Leave the pictures out while you restate every entry below word for word.

■ ■ ■ ■ ■

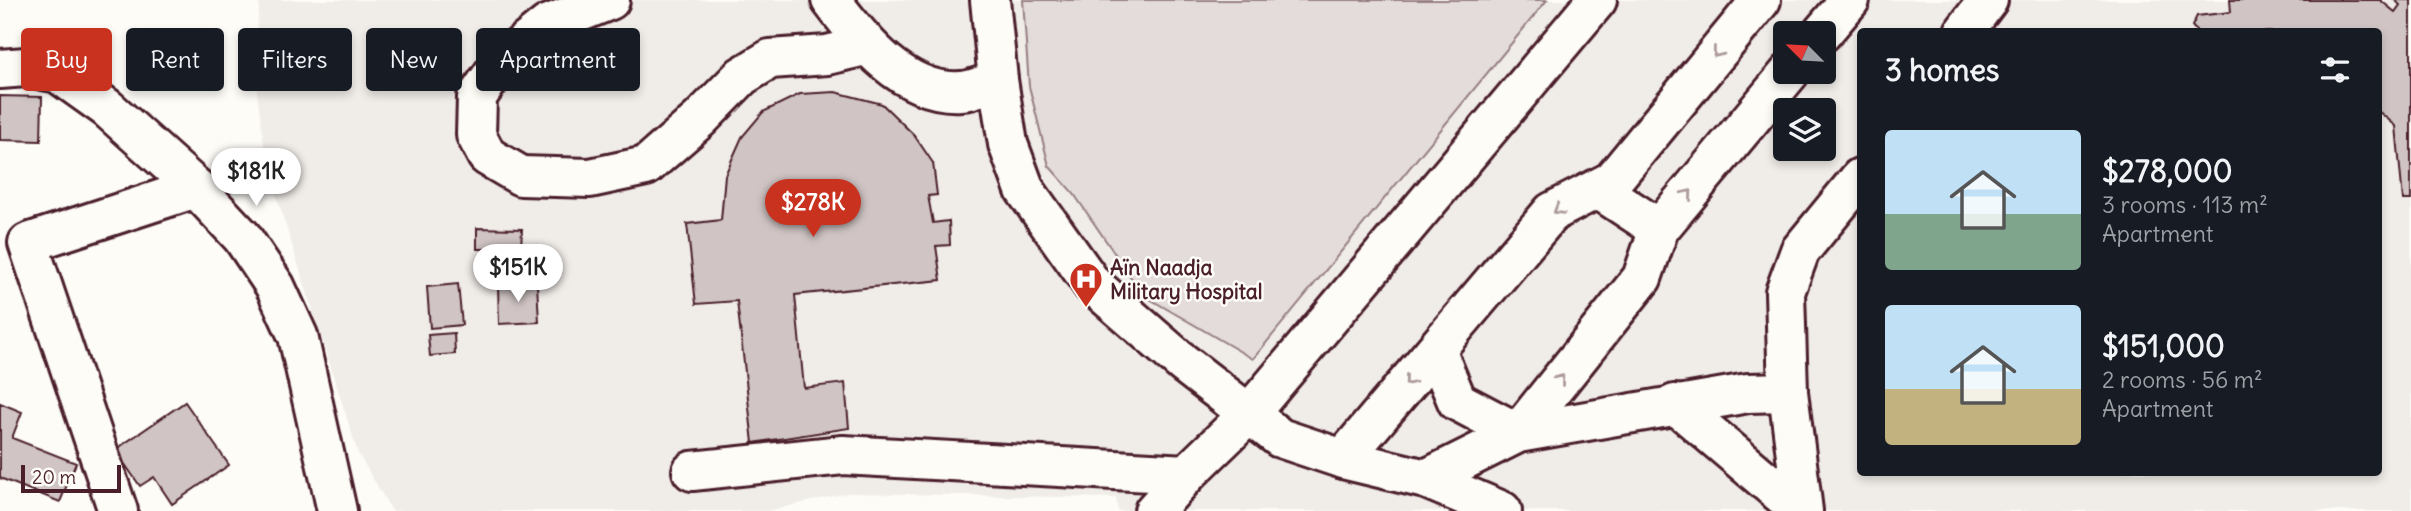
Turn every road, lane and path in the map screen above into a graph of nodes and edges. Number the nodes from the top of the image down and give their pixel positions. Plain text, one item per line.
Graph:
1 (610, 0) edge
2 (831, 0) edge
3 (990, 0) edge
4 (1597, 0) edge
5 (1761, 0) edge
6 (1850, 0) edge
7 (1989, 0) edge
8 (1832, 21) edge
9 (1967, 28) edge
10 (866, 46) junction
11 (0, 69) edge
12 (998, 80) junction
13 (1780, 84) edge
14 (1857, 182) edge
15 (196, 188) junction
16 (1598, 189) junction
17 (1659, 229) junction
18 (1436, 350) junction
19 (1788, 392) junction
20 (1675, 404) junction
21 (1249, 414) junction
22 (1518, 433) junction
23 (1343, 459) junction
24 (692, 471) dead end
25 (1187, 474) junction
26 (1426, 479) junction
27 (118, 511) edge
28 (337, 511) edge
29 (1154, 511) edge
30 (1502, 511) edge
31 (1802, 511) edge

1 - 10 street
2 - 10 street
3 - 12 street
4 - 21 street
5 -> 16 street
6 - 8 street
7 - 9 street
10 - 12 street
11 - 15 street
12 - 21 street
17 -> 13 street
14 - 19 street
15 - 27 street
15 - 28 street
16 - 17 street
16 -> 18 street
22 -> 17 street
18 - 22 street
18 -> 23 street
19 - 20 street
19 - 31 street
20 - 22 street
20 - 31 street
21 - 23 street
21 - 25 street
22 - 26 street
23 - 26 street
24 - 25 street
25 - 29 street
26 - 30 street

■ ■ ■ ■ ■

Response ->
Turn every road, lane and path in the map screen above into a graph of nodes and edges. Number the nodes from the top of the image down and give their pixel positions. Plain text, one item per line.
Graph:
1 (610, 0) edge
2 (831, 0) edge
3 (990, 0) edge
4 (1597, 0) edge
5 (1761, 0) edge
6 (1850, 0) edge
7 (1989, 0) edge
8 (1832, 21) edge
9 (1967, 28) edge
10 (866, 46) junction
11 (0, 69) edge
12 (998, 80) junction
13 (1780, 84) edge
14 (1857, 182) edge
15 (196, 188) junction
16 (1598, 189) junction
17 (1659, 229) junction
18 (1436, 350) junction
19 (1788, 392) junction
20 (1675, 404) junction
21 (1249, 414) junction
22 (1518, 433) junction
23 (1343, 459) junction
24 (692, 471) dead end
25 (1187, 474) junction
26 (1426, 479) junction
27 (118, 511) edge
28 (337, 511) edge
29 (1154, 511) edge
30 (1502, 511) edge
31 (1802, 511) edge

1 - 10 street
2 - 10 street
3 - 12 street
4 - 21 street
5 -> 16 street
6 - 8 street
7 - 9 street
10 - 12 street
11 - 15 street
12 - 21 street
17 -> 13 street
14 - 19 street
15 - 27 street
15 - 28 street
16 - 17 street
16 -> 18 street
22 -> 17 street
18 - 22 street
18 -> 23 street
19 - 20 street
19 - 31 street
20 - 22 street
20 - 31 street
21 - 23 street
21 - 25 street
22 - 26 street
23 - 26 street
24 - 25 street
25 - 29 street
26 - 30 street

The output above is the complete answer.